Start of RECORD EXCERPTS
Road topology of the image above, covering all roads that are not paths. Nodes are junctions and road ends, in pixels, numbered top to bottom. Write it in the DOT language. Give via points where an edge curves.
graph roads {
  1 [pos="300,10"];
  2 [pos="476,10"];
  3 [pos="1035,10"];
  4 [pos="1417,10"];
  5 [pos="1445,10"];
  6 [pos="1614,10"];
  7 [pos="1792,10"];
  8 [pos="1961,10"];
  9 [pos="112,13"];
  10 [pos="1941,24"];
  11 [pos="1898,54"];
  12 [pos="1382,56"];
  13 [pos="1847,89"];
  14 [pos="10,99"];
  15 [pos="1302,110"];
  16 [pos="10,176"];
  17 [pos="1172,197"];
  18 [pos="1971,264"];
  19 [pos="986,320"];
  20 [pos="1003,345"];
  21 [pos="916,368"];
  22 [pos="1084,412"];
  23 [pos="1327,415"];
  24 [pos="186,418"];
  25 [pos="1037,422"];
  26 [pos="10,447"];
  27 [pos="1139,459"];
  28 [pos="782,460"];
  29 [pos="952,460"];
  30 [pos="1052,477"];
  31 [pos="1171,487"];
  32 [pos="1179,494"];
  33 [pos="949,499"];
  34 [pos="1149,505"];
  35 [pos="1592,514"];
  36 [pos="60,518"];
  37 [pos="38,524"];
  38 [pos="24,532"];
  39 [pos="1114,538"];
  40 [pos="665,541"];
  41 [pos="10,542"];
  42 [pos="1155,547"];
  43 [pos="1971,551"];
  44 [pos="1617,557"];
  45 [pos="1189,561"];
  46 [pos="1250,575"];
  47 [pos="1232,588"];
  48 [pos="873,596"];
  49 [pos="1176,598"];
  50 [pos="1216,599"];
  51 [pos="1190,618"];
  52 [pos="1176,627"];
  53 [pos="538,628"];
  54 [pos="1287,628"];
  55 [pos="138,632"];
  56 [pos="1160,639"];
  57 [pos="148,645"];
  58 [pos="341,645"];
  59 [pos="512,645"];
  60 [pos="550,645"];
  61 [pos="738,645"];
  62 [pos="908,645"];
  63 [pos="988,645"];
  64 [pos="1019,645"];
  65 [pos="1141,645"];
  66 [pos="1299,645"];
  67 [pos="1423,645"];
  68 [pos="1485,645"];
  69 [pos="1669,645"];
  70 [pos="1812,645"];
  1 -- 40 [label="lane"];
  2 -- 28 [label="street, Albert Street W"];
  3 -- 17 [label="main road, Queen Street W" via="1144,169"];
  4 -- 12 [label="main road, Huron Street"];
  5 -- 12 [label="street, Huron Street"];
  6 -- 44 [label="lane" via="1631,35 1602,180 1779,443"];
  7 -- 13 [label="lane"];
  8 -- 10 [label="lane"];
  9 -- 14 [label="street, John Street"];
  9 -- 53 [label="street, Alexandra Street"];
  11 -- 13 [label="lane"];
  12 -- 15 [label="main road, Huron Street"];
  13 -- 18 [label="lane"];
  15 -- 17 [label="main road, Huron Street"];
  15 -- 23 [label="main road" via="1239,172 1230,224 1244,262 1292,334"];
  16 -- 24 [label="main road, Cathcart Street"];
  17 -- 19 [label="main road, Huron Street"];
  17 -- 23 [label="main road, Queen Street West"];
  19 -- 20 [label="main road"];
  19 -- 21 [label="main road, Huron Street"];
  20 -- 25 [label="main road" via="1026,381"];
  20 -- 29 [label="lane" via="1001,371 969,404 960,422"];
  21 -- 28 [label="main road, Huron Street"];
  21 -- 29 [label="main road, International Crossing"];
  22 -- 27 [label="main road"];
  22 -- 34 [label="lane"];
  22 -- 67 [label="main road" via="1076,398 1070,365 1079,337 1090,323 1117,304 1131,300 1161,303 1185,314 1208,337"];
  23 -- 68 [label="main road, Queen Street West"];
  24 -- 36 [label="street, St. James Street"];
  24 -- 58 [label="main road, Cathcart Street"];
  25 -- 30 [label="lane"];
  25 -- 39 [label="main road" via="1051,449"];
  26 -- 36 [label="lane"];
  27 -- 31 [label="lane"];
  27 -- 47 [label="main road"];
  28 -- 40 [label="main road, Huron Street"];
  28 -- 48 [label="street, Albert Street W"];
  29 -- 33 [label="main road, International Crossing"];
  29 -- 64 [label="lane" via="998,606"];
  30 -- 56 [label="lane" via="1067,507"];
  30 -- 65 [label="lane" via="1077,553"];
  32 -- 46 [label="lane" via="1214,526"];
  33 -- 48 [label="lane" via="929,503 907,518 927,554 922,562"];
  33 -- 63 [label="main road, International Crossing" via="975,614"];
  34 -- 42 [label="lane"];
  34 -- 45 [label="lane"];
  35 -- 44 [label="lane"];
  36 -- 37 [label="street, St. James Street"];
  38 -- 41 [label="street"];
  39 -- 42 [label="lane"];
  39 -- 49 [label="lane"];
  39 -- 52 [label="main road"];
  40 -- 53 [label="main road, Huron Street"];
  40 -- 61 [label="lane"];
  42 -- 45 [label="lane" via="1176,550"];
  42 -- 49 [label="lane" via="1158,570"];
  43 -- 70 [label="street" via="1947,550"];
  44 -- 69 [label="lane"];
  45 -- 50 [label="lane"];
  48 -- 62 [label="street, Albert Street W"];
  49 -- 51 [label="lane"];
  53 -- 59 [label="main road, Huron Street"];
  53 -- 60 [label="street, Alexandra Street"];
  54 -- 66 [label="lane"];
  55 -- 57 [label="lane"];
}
End of RECORD EXCERPTS
◆ YOUR GOAL ◆
The whole listing should be restated word for word.

◆ RESPONSE AREA ◆
Road topology of the image above, covering all roads that are not paths. Nodes are junctions and road ends, in pixels, numbered top to bottom. Write it in the DOT language. Give via points where an edge curves.
graph roads {
  1 [pos="300,10"];
  2 [pos="476,10"];
  3 [pos="1035,10"];
  4 [pos="1417,10"];
  5 [pos="1445,10"];
  6 [pos="1614,10"];
  7 [pos="1792,10"];
  8 [pos="1961,10"];
  9 [pos="112,13"];
  10 [pos="1941,24"];
  11 [pos="1898,54"];
  12 [pos="1382,56"];
  13 [pos="1847,89"];
  14 [pos="10,99"];
  15 [pos="1302,110"];
  16 [pos="10,176"];
  17 [pos="1172,197"];
  18 [pos="1971,264"];
  19 [pos="986,320"];
  20 [pos="1003,345"];
  21 [pos="916,368"];
  22 [pos="1084,412"];
  23 [pos="1327,415"];
  24 [pos="186,418"];
  25 [pos="1037,422"];
  26 [pos="10,447"];
  27 [pos="1139,459"];
  28 [pos="782,460"];
  29 [pos="952,460"];
  30 [pos="1052,477"];
  31 [pos="1171,487"];
  32 [pos="1179,494"];
  33 [pos="949,499"];
  34 [pos="1149,505"];
  35 [pos="1592,514"];
  36 [pos="60,518"];
  37 [pos="38,524"];
  38 [pos="24,532"];
  39 [pos="1114,538"];
  40 [pos="665,541"];
  41 [pos="10,542"];
  42 [pos="1155,547"];
  43 [pos="1971,551"];
  44 [pos="1617,557"];
  45 [pos="1189,561"];
  46 [pos="1250,575"];
  47 [pos="1232,588"];
  48 [pos="873,596"];
  49 [pos="1176,598"];
  50 [pos="1216,599"];
  51 [pos="1190,618"];
  52 [pos="1176,627"];
  53 [pos="538,628"];
  54 [pos="1287,628"];
  55 [pos="138,632"];
  56 [pos="1160,639"];
  57 [pos="148,645"];
  58 [pos="341,645"];
  59 [pos="512,645"];
  60 [pos="550,645"];
  61 [pos="738,645"];
  62 [pos="908,645"];
  63 [pos="988,645"];
  64 [pos="1019,645"];
  65 [pos="1141,645"];
  66 [pos="1299,645"];
  67 [pos="1423,645"];
  68 [pos="1485,645"];
  69 [pos="1669,645"];
  70 [pos="1812,645"];
  1 -- 40 [label="lane"];
  2 -- 28 [label="street, Albert Street W"];
  3 -- 17 [label="main road, Queen Street W" via="1144,169"];
  4 -- 12 [label="main road, Huron Street"];
  5 -- 12 [label="street, Huron Street"];
  6 -- 44 [label="lane" via="1631,35 1602,180 1779,443"];
  7 -- 13 [label="lane"];
  8 -- 10 [label="lane"];
  9 -- 14 [label="street, John Street"];
  9 -- 53 [label="street, Alexandra Street"];
  11 -- 13 [label="lane"];
  12 -- 15 [label="main road, Huron Street"];
  13 -- 18 [label="lane"];
  15 -- 17 [label="main road, Huron Street"];
  15 -- 23 [label="main road" via="1239,172 1230,224 1244,262 1292,334"];
  16 -- 24 [label="main road, Cathcart Street"];
  17 -- 19 [label="main road, Huron Street"];
  17 -- 23 [label="main road, Queen Street West"];
  19 -- 20 [label="main road"];
  19 -- 21 [label="main road, Huron Street"];
  20 -- 25 [label="main road" via="1026,381"];
  20 -- 29 [label="lane" via="1001,371 969,404 960,422"];
  21 -- 28 [label="main road, Huron Street"];
  21 -- 29 [label="main road, International Crossing"];
  22 -- 27 [label="main road"];
  22 -- 34 [label="lane"];
  22 -- 67 [label="main road" via="1076,398 1070,365 1079,337 1090,323 1117,304 1131,300 1161,303 1185,314 1208,337"];
  23 -- 68 [label="main road, Queen Street West"];
  24 -- 36 [label="street, St. James Street"];
  24 -- 58 [label="main road, Cathcart Street"];
  25 -- 30 [label="lane"];
  25 -- 39 [label="main road" via="1051,449"];
  26 -- 36 [label="lane"];
  27 -- 31 [label="lane"];
  27 -- 47 [label="main road"];
  28 -- 40 [label="main road, Huron Street"];
  28 -- 48 [label="street, Albert Street W"];
  29 -- 33 [label="main road, International Crossing"];
  29 -- 64 [label="lane" via="998,606"];
  30 -- 56 [label="lane" via="1067,507"];
  30 -- 65 [label="lane" via="1077,553"];
  32 -- 46 [label="lane" via="1214,526"];
  33 -- 48 [label="lane" via="929,503 907,518 927,554 922,562"];
  33 -- 63 [label="main road, International Crossing" via="975,614"];
  34 -- 42 [label="lane"];
  34 -- 45 [label="lane"];
  35 -- 44 [label="lane"];
  36 -- 37 [label="street, St. James Street"];
  38 -- 41 [label="street"];
  39 -- 42 [label="lane"];
  39 -- 49 [label="lane"];
  39 -- 52 [label="main road"];
  40 -- 53 [label="main road, Huron Street"];
  40 -- 61 [label="lane"];
  42 -- 45 [label="lane" via="1176,550"];
  42 -- 49 [label="lane" via="1158,570"];
  43 -- 70 [label="street" via="1947,550"];
  44 -- 69 [label="lane"];
  45 -- 50 [label="lane"];
  48 -- 62 [label="street, Albert Street W"];
  49 -- 51 [label="lane"];
  53 -- 59 [label="main road, Huron Street"];
  53 -- 60 [label="street, Alexandra Street"];
  54 -- 66 [label="lane"];
  55 -- 57 [label="lane"];
}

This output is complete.